AT&T 2Q Fast Facts:

DirectTV Now net adds 152,000
DirecTV net losses 156,000
U-Verse IPTV net losses 195,000
IP broadband net adds 112,000
Total broadband net adds 8,000
Customer locations passed with AT&T fiber  more than 5.5 million
Consolidated revenue $39.8 billion
Entertainment revenue $12.7 billion







AT&T’s pay-TV service continues to decline as the company reports a record loss of 351,000 traditional TV subscribers in the second quarter of 2017.  The loss was somewhat offset by adding 152,000 new subscribers to its over-the-top DirecTV Now service, but not fully. 

Still, even with a record number of traditional TV sub losses, the telco managed to beat analysts’ earnings expectations though the bar was set low.

In Q217 AT&T’s consolidated revenue totaled $39.84, falling 1.7 percent versus the year-ago quarter. All of the company’s core businesses saw a decline, except for its international division. But AT&T’s adjusted earnings of 79 cents per share soundly beat forecasts of 73 cents.  

“Low bar or no, AT&T’s results were unmistakably better than expected,” MoffettNathanson analysts report. “Revenue, margins, and earnings all beat, and while revenue growth remains negative YoY, trends are sequentially better across the board.”

The second quarter is a historically weak period for the pay-TV business, and DirecTV’s satellite division lost 156,000 customers. AT&T’s U-verse lost 195,000 IPTV subs this quarter, which is an improvement from 391,000 losses in the same quarter last year.

In an earnings call AT&T’s CFO John Stephens says the company’s pay-TV business experienced an unexpectedly higher amount of “involuntary churn,” and was seeing sub losses in areas where AT&T doesn’t have fiber networks to competitors who can bundle broadband and TV.

The company is also feeling the impact of the overall industry trend of more customers wanting mobile and OTT offerings, Stephens notes. 

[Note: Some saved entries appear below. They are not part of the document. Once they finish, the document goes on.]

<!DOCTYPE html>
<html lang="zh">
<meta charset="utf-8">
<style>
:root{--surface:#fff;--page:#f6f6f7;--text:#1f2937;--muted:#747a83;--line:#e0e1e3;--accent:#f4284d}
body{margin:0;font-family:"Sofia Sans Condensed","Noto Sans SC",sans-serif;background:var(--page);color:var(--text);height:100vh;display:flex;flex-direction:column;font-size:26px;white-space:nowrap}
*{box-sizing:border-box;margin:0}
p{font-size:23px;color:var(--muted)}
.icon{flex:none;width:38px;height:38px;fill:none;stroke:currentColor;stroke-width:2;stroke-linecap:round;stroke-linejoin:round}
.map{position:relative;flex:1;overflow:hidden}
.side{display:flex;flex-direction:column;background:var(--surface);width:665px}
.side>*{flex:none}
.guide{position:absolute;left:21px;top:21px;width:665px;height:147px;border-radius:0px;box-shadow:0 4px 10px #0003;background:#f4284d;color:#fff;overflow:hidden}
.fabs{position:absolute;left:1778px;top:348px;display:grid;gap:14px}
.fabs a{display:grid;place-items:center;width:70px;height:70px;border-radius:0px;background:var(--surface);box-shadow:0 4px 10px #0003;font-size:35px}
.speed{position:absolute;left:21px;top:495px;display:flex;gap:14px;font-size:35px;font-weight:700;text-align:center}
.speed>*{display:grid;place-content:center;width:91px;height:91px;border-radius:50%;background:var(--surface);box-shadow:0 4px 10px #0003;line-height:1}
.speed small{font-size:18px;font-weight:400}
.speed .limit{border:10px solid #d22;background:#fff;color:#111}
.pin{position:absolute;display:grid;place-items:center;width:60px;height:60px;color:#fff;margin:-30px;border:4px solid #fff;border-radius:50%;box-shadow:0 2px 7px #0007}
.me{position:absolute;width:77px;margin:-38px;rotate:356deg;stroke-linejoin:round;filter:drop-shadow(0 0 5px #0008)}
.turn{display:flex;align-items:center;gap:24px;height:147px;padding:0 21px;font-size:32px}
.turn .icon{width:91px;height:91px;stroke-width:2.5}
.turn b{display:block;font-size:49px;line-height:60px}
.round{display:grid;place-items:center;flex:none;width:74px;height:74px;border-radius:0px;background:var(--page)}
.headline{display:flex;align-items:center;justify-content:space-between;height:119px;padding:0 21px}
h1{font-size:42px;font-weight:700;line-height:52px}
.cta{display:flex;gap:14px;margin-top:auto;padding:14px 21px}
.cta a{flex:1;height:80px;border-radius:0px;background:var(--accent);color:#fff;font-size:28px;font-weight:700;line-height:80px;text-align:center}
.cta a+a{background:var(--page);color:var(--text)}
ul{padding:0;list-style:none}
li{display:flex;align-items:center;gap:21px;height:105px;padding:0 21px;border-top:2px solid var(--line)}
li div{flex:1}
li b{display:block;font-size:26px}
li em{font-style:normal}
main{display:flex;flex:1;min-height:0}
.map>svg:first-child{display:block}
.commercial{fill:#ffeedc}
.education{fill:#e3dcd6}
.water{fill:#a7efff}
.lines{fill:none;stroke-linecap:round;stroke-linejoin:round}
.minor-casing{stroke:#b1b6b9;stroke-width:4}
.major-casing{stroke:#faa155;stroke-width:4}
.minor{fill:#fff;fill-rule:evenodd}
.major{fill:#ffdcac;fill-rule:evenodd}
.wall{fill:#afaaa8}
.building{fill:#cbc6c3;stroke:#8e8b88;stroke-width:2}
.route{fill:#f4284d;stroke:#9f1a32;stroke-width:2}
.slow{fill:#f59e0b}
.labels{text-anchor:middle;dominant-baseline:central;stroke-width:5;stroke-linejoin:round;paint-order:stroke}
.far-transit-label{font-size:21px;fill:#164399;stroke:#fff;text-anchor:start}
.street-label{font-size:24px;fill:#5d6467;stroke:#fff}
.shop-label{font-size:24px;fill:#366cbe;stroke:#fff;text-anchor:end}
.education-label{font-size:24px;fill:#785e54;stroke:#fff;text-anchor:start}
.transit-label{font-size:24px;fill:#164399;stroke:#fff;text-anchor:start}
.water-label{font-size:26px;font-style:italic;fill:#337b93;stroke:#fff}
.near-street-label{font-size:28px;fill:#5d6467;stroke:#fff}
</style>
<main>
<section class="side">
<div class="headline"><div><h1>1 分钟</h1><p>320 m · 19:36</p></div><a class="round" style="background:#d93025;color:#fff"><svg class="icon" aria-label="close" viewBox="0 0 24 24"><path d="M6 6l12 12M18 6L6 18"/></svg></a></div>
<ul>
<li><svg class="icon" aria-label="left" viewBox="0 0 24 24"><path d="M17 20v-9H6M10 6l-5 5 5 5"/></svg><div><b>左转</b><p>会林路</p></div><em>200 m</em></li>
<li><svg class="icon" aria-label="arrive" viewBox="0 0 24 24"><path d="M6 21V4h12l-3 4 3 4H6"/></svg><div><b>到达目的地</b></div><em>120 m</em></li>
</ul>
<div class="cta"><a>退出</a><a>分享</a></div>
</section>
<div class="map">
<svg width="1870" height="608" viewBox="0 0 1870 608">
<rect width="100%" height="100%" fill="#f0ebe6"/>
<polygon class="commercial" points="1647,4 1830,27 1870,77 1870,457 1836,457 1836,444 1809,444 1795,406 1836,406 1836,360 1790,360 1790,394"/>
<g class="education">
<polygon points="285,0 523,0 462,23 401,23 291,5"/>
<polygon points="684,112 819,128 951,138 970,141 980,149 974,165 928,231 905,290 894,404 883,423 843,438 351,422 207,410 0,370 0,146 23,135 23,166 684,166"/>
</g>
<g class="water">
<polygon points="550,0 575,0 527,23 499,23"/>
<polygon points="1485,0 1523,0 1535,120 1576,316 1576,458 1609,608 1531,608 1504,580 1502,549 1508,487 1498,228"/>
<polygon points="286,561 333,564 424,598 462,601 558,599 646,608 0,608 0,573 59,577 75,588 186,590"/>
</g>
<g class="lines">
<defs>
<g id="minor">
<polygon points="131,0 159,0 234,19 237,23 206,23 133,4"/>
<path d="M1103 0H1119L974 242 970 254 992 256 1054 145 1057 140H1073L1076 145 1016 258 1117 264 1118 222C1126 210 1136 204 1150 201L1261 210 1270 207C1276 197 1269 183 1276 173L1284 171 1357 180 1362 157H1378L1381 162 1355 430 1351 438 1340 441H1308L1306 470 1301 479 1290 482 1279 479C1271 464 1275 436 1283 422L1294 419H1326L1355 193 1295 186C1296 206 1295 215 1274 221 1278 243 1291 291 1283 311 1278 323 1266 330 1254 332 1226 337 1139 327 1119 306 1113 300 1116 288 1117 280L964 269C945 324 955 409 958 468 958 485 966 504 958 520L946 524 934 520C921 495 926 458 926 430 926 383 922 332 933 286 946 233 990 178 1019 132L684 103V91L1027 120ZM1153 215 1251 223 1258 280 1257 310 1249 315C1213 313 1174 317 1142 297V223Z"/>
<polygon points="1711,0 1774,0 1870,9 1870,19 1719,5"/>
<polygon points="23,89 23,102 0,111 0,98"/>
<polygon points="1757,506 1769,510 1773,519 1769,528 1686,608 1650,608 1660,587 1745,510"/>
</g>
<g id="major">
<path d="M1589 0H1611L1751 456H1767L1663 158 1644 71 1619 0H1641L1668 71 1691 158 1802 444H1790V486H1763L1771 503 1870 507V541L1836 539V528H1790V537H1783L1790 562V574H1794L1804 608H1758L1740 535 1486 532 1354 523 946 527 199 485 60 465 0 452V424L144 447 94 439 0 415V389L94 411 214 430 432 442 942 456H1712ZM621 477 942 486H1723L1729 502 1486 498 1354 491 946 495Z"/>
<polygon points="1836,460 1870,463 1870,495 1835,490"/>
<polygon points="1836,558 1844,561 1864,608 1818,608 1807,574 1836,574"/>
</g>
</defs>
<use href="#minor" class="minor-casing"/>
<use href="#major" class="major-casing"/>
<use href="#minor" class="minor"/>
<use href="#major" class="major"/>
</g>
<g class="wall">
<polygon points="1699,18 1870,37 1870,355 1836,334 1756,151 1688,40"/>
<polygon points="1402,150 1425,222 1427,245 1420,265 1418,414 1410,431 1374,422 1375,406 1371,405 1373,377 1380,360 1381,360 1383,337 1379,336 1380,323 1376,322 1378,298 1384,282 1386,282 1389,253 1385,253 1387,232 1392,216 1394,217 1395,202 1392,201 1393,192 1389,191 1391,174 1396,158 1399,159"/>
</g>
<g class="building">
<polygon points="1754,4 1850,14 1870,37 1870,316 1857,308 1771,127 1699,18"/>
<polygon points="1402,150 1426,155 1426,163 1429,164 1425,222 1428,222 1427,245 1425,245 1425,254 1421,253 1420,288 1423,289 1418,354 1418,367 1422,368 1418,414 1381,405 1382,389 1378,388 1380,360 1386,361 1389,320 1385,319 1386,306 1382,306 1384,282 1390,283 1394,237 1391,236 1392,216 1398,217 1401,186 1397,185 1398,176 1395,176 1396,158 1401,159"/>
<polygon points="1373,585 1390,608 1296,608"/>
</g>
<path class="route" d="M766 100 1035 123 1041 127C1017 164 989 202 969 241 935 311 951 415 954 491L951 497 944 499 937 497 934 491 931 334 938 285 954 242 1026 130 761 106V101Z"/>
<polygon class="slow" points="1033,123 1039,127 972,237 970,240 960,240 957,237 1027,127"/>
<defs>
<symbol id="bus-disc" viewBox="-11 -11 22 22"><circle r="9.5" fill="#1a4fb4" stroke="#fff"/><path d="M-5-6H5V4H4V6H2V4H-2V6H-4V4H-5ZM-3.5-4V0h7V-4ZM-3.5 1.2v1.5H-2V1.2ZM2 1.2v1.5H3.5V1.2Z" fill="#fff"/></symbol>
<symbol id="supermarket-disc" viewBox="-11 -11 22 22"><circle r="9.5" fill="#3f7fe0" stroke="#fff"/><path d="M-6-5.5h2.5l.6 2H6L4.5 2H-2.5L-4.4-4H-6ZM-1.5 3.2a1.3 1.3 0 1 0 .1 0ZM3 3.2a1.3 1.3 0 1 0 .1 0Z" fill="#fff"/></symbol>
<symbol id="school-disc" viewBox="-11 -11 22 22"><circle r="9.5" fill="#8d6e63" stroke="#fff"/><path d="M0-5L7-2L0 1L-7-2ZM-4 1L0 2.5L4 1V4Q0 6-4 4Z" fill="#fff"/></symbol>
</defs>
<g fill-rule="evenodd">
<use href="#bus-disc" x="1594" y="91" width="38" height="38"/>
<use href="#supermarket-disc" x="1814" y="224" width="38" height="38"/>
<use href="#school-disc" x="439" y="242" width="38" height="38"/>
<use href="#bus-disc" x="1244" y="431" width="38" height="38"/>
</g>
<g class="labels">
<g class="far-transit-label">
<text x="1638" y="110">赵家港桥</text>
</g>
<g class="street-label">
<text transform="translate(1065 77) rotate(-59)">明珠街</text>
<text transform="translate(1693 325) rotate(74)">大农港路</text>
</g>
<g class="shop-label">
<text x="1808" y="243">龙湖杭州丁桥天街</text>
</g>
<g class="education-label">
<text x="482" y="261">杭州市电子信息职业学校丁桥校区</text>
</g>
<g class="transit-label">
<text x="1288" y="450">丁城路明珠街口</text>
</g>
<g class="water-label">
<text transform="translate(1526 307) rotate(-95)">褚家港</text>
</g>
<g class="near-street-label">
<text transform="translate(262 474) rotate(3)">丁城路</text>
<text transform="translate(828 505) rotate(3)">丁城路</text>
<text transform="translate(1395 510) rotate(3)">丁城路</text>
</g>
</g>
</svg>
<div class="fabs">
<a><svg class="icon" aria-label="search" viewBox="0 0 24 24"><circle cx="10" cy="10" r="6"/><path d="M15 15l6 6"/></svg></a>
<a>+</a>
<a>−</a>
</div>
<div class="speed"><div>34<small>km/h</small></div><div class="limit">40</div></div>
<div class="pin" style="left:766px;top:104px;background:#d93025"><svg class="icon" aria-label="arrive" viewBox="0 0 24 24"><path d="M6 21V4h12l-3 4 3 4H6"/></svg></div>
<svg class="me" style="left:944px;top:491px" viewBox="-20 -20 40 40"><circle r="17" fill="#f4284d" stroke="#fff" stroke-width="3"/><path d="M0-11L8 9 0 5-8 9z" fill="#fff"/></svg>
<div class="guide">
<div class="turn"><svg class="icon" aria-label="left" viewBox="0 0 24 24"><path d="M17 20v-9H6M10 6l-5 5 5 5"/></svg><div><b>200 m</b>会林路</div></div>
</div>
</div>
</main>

Still, AT&T seems to be doing a good job at drawing in “cord-nevers,” or people who never had a pay-TV service at all, as they account for half of DirecTV Now subscribers. The other half of subscribers are coming from traditional pay-TV, mainly from competitors, Stephens adds.

Earlier in July the carrier announced it was finally upgrading the DirecTV Now platform to bring the now common feature of cloud DVR capabilities to the streaming service.

AT&T claims that with total video losses combined with DirecTV Now’s gains, total video subscriber numbers were essentially flat year-over-year.

Even with the decline in traditional TV subscribers, AT&T video revenue increased 2.1 percent year-over-year in Q2, to $9.15 billion.

However, analysts from TBR believe sustaining revenue growth in this sector will “be increasingly challenging as total video subscribers decrease and the company trades linear TV subscribers for lower ARPU DirecTV Now connections.”

Incentives like upcoming 4K HDR and cloud DVR support will help attract new DirecTV Now customers, TBR says, but AT&T must address the platform’s streaming capacity as service interruptions will push some subscribers to switch to competing services like Sling TV and Hulu Live.

But bundling services has other benefits, according to Stephens. He noted that strategy in particular has had a positive impact on subscriber trends and churn.

He notes that the number of wireless subscribers who also have a TV service from AT&T has increased by more than 4 million, or 31 percent, since the acquisition of DirecTV two years ago. On the other hand, TV subscribers with wireless plans increased by nearly 1 million, or 18 percent in that time period.

Also of note is that Stephens confirmed an $85 billion acquisition of Time Warner is still under review by the Department of Justice, but says AT&T expects to close the deal by year end.

“Our goal is to hit the ground running once we receive final approval and build our leadership in the telecom, media, and technology space,” Stephens says.